* Problem details *
Give the data back exactly. Leave out any images.

* Data for the task *
+ + +
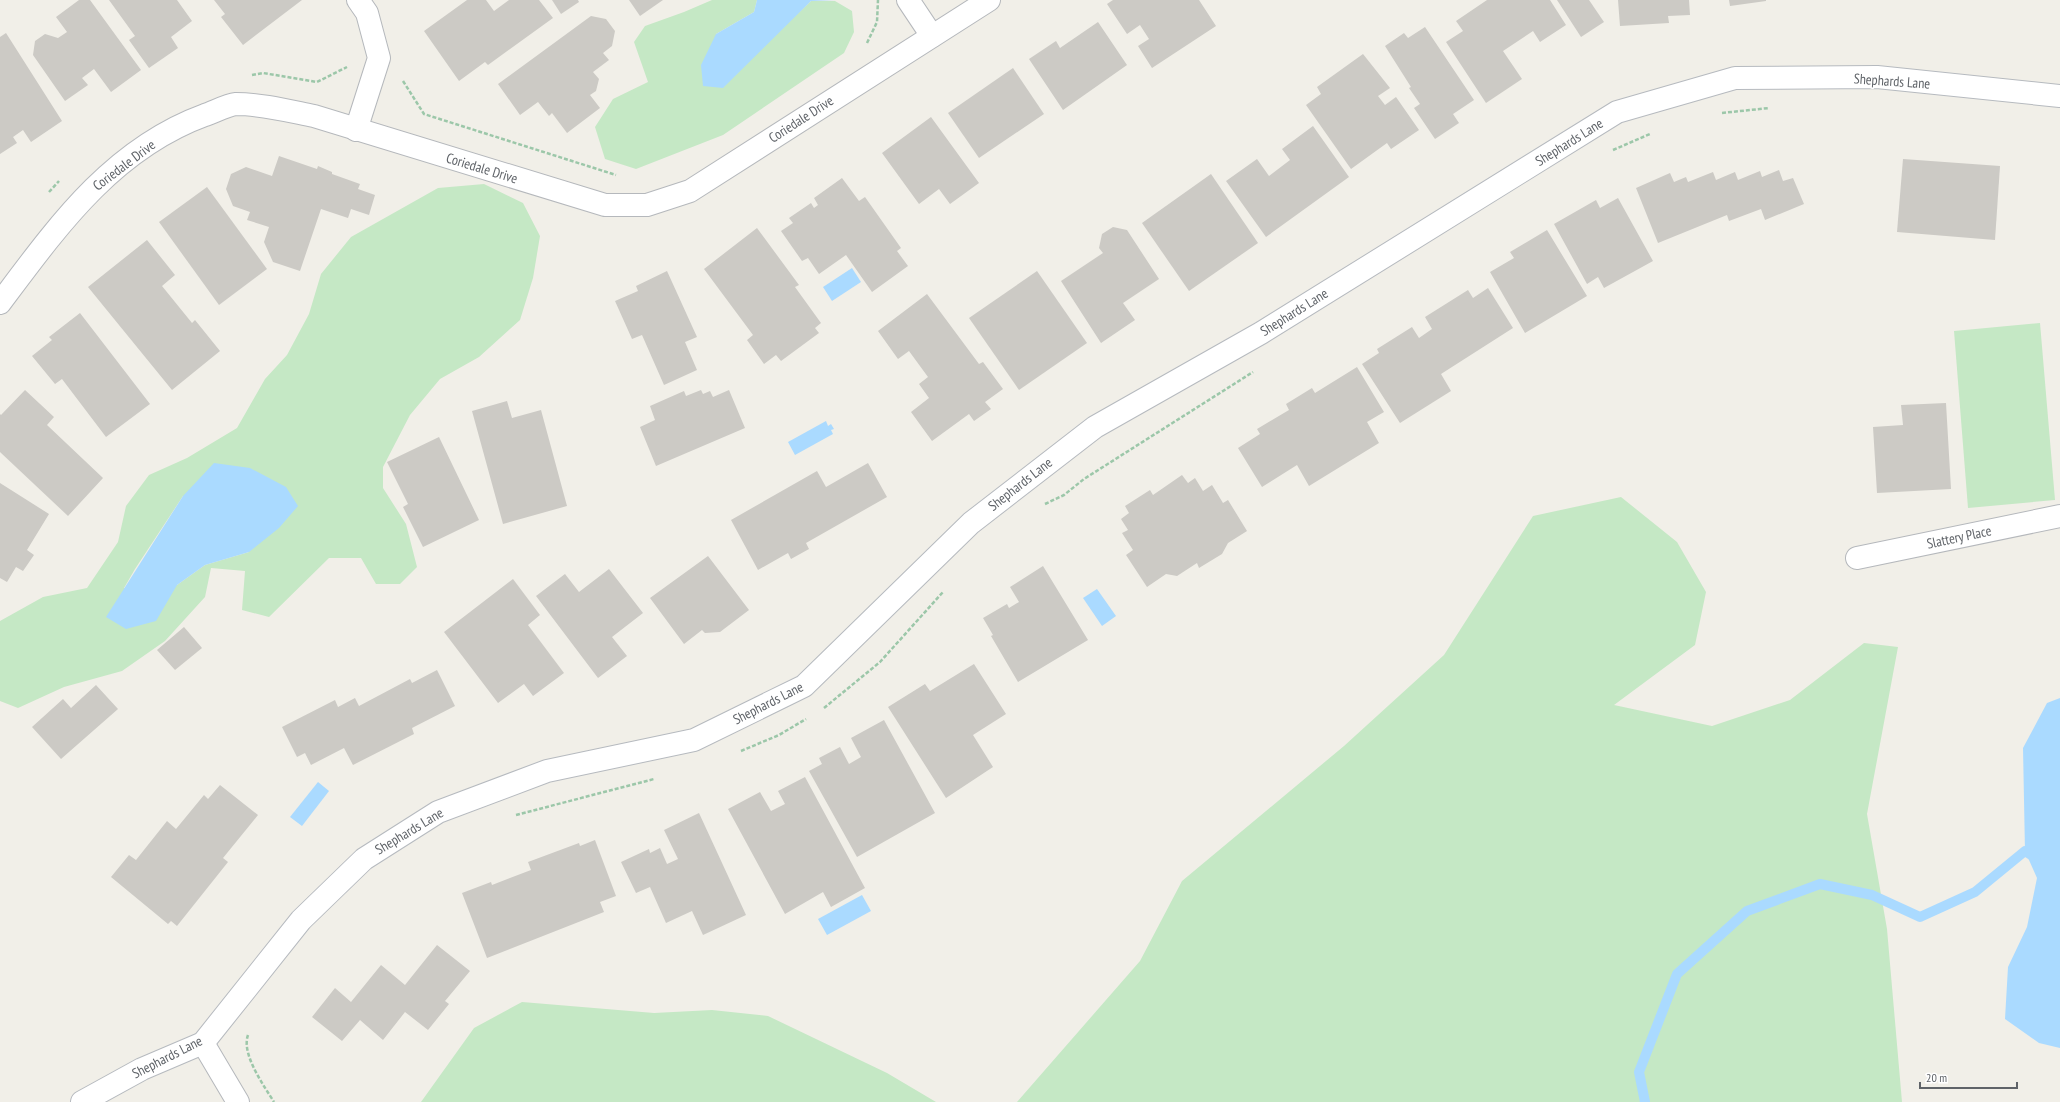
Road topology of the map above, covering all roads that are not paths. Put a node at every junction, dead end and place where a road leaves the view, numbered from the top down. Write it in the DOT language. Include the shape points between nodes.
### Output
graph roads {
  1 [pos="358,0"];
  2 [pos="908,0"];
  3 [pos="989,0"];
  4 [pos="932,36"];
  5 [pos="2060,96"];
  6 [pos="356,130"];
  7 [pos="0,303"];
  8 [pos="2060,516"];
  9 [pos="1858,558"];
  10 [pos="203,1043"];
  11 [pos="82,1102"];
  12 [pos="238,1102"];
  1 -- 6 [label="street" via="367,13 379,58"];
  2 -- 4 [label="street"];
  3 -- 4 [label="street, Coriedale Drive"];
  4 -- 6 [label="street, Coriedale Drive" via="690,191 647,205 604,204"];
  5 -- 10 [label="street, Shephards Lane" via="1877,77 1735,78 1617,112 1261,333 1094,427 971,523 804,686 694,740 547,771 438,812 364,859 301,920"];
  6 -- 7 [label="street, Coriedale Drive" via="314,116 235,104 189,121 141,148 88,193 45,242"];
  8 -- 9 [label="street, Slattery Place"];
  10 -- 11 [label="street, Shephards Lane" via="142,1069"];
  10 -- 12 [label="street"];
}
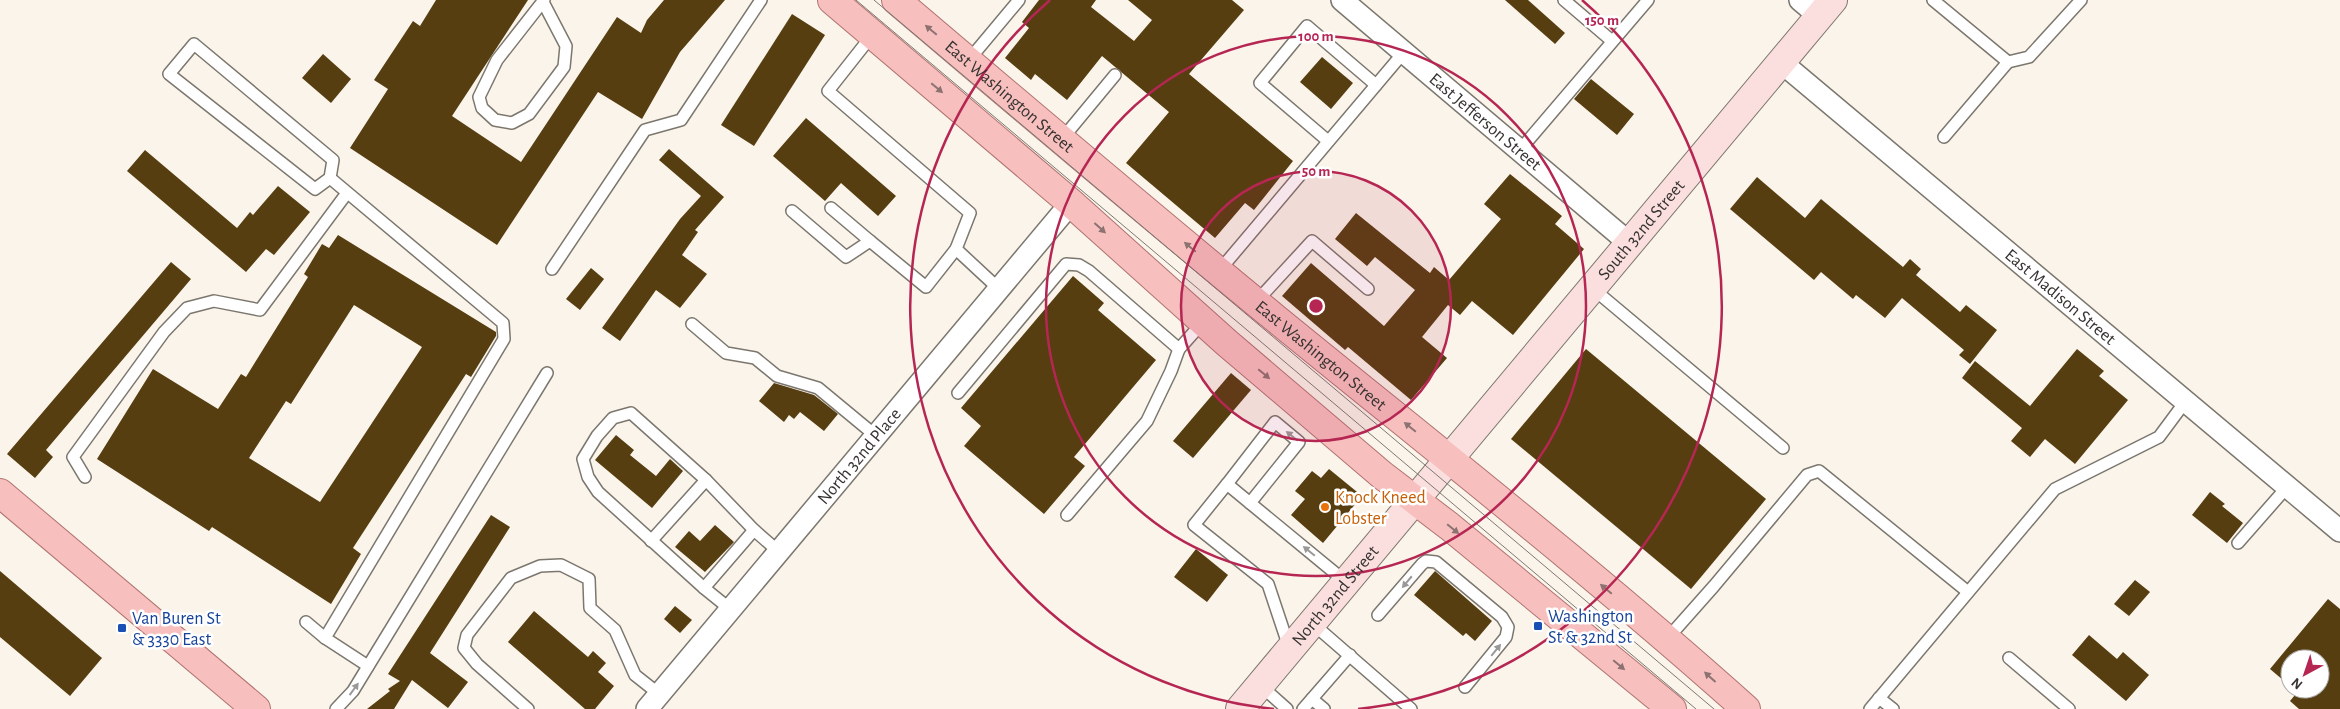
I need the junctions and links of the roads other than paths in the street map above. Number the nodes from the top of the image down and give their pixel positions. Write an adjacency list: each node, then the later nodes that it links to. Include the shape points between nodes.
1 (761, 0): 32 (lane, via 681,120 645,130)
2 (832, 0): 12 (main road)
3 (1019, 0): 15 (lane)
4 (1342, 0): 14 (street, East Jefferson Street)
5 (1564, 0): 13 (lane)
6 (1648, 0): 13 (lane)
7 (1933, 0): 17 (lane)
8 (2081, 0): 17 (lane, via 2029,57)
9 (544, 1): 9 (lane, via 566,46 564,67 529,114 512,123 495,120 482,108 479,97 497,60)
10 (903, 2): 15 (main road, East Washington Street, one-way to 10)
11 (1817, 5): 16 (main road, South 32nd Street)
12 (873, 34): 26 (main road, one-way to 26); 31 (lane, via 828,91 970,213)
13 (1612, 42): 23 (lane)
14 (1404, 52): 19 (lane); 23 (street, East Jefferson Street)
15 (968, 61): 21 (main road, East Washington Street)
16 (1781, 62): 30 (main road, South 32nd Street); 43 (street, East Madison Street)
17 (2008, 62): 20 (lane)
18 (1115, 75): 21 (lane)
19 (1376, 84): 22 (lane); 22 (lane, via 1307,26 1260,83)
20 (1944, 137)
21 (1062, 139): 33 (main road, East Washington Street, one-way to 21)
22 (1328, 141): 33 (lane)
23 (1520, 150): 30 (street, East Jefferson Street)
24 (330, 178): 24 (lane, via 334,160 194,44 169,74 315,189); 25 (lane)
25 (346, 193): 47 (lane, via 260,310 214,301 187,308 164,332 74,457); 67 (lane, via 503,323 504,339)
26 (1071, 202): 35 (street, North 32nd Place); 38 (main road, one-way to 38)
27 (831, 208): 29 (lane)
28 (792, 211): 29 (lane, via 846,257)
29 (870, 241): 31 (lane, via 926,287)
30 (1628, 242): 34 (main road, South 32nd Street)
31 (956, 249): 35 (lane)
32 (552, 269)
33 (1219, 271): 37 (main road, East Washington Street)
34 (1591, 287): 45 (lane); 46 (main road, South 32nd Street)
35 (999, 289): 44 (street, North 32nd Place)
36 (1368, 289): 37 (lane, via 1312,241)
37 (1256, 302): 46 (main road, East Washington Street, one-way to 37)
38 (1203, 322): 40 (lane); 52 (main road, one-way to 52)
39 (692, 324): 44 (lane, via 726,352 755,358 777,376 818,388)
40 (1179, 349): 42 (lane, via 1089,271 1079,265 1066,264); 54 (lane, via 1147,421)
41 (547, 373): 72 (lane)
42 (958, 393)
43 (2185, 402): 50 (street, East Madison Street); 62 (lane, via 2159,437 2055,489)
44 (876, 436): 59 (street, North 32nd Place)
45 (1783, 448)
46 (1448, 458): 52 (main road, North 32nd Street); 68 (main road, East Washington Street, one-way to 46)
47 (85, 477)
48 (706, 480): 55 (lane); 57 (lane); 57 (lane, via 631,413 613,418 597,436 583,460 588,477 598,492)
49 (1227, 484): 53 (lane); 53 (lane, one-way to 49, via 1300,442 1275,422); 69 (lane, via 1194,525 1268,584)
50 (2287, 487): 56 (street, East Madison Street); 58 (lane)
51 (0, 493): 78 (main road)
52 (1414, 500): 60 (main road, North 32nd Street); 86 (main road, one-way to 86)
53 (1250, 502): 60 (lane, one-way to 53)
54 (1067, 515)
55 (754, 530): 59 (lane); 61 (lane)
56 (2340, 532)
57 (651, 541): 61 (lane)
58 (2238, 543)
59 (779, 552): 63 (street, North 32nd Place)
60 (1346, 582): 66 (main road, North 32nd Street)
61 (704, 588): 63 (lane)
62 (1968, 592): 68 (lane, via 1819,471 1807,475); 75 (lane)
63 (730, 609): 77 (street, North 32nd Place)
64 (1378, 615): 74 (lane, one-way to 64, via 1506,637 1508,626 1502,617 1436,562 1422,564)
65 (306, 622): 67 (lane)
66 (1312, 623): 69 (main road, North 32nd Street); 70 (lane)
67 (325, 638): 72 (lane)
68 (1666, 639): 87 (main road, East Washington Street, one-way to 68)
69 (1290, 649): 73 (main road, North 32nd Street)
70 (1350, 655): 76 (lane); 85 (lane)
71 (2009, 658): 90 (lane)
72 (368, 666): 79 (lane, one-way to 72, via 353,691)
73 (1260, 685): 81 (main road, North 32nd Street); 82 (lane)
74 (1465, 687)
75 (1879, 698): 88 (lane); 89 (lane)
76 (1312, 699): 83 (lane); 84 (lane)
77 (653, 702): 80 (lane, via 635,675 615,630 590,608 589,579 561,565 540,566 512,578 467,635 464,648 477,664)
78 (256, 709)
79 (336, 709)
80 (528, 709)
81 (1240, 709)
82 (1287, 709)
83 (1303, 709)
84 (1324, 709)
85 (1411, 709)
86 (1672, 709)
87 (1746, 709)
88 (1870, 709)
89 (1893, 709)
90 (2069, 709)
+ + +
* Answer to this task *
Road topology of the map above, covering all roads that are not paths. Put a node at every junction, dead end and place where a road leaves the view, numbered from the top down. Write it in the DOT language. Include the shape points between nodes.
### Output
graph roads {
  1 [pos="358,0"];
  2 [pos="908,0"];
  3 [pos="989,0"];
  4 [pos="932,36"];
  5 [pos="2060,96"];
  6 [pos="356,130"];
  7 [pos="0,303"];
  8 [pos="2060,516"];
  9 [pos="1858,558"];
  10 [pos="203,1043"];
  11 [pos="82,1102"];
  12 [pos="238,1102"];
  1 -- 6 [label="street" via="367,13 379,58"];
  2 -- 4 [label="street"];
  3 -- 4 [label="street, Coriedale Drive"];
  4 -- 6 [label="street, Coriedale Drive" via="690,191 647,205 604,204"];
  5 -- 10 [label="street, Shephards Lane" via="1877,77 1735,78 1617,112 1261,333 1094,427 971,523 804,686 694,740 547,771 438,812 364,859 301,920"];
  6 -- 7 [label="street, Coriedale Drive" via="314,116 235,104 189,121 141,148 88,193 45,242"];
  8 -- 9 [label="street, Slattery Place"];
  10 -- 11 [label="street, Shephards Lane" via="142,1069"];
  10 -- 12 [label="street"];
}
I need the junctions and links of the roads other than paths in the street map above. Number the nodes from the top of the image down and give their pixel positions. Write an adjacency list: each node, then the later nodes that it links to. Include the shape points between nodes.
1 (761, 0): 32 (lane, via 681,120 645,130)
2 (832, 0): 12 (main road)
3 (1019, 0): 15 (lane)
4 (1342, 0): 14 (street, East Jefferson Street)
5 (1564, 0): 13 (lane)
6 (1648, 0): 13 (lane)
7 (1933, 0): 17 (lane)
8 (2081, 0): 17 (lane, via 2029,57)
9 (544, 1): 9 (lane, via 566,46 564,67 529,114 512,123 495,120 482,108 479,97 497,60)
10 (903, 2): 15 (main road, East Washington Street, one-way to 10)
11 (1817, 5): 16 (main road, South 32nd Street)
12 (873, 34): 26 (main road, one-way to 26); 31 (lane, via 828,91 970,213)
13 (1612, 42): 23 (lane)
14 (1404, 52): 19 (lane); 23 (street, East Jefferson Street)
15 (968, 61): 21 (main road, East Washington Street)
16 (1781, 62): 30 (main road, South 32nd Street); 43 (street, East Madison Street)
17 (2008, 62): 20 (lane)
18 (1115, 75): 21 (lane)
19 (1376, 84): 22 (lane); 22 (lane, via 1307,26 1260,83)
20 (1944, 137)
21 (1062, 139): 33 (main road, East Washington Street, one-way to 21)
22 (1328, 141): 33 (lane)
23 (1520, 150): 30 (street, East Jefferson Street)
24 (330, 178): 24 (lane, via 334,160 194,44 169,74 315,189); 25 (lane)
25 (346, 193): 47 (lane, via 260,310 214,301 187,308 164,332 74,457); 67 (lane, via 503,323 504,339)
26 (1071, 202): 35 (street, North 32nd Place); 38 (main road, one-way to 38)
27 (831, 208): 29 (lane)
28 (792, 211): 29 (lane, via 846,257)
29 (870, 241): 31 (lane, via 926,287)
30 (1628, 242): 34 (main road, South 32nd Street)
31 (956, 249): 35 (lane)
32 (552, 269)
33 (1219, 271): 37 (main road, East Washington Street)
34 (1591, 287): 45 (lane); 46 (main road, South 32nd Street)
35 (999, 289): 44 (street, North 32nd Place)
36 (1368, 289): 37 (lane, via 1312,241)
37 (1256, 302): 46 (main road, East Washington Street, one-way to 37)
38 (1203, 322): 40 (lane); 52 (main road, one-way to 52)
39 (692, 324): 44 (lane, via 726,352 755,358 777,376 818,388)
40 (1179, 349): 42 (lane, via 1089,271 1079,265 1066,264); 54 (lane, via 1147,421)
41 (547, 373): 72 (lane)
42 (958, 393)
43 (2185, 402): 50 (street, East Madison Street); 62 (lane, via 2159,437 2055,489)
44 (876, 436): 59 (street, North 32nd Place)
45 (1783, 448)
46 (1448, 458): 52 (main road, North 32nd Street); 68 (main road, East Washington Street, one-way to 46)
47 (85, 477)
48 (706, 480): 55 (lane); 57 (lane); 57 (lane, via 631,413 613,418 597,436 583,460 588,477 598,492)
49 (1227, 484): 53 (lane); 53 (lane, one-way to 49, via 1300,442 1275,422); 69 (lane, via 1194,525 1268,584)
50 (2287, 487): 56 (street, East Madison Street); 58 (lane)
51 (0, 493): 78 (main road)
52 (1414, 500): 60 (main road, North 32nd Street); 86 (main road, one-way to 86)
53 (1250, 502): 60 (lane, one-way to 53)
54 (1067, 515)
55 (754, 530): 59 (lane); 61 (lane)
56 (2340, 532)
57 (651, 541): 61 (lane)
58 (2238, 543)
59 (779, 552): 63 (street, North 32nd Place)
60 (1346, 582): 66 (main road, North 32nd Street)
61 (704, 588): 63 (lane)
62 (1968, 592): 68 (lane, via 1819,471 1807,475); 75 (lane)
63 (730, 609): 77 (street, North 32nd Place)
64 (1378, 615): 74 (lane, one-way to 64, via 1506,637 1508,626 1502,617 1436,562 1422,564)
65 (306, 622): 67 (lane)
66 (1312, 623): 69 (main road, North 32nd Street); 70 (lane)
67 (325, 638): 72 (lane)
68 (1666, 639): 87 (main road, East Washington Street, one-way to 68)
69 (1290, 649): 73 (main road, North 32nd Street)
70 (1350, 655): 76 (lane); 85 (lane)
71 (2009, 658): 90 (lane)
72 (368, 666): 79 (lane, one-way to 72, via 353,691)
73 (1260, 685): 81 (main road, North 32nd Street); 82 (lane)
74 (1465, 687)
75 (1879, 698): 88 (lane); 89 (lane)
76 (1312, 699): 83 (lane); 84 (lane)
77 (653, 702): 80 (lane, via 635,675 615,630 590,608 589,579 561,565 540,566 512,578 467,635 464,648 477,664)
78 (256, 709)
79 (336, 709)
80 (528, 709)
81 (1240, 709)
82 (1287, 709)
83 (1303, 709)
84 (1324, 709)
85 (1411, 709)
86 (1672, 709)
87 (1746, 709)
88 (1870, 709)
89 (1893, 709)
90 (2069, 709)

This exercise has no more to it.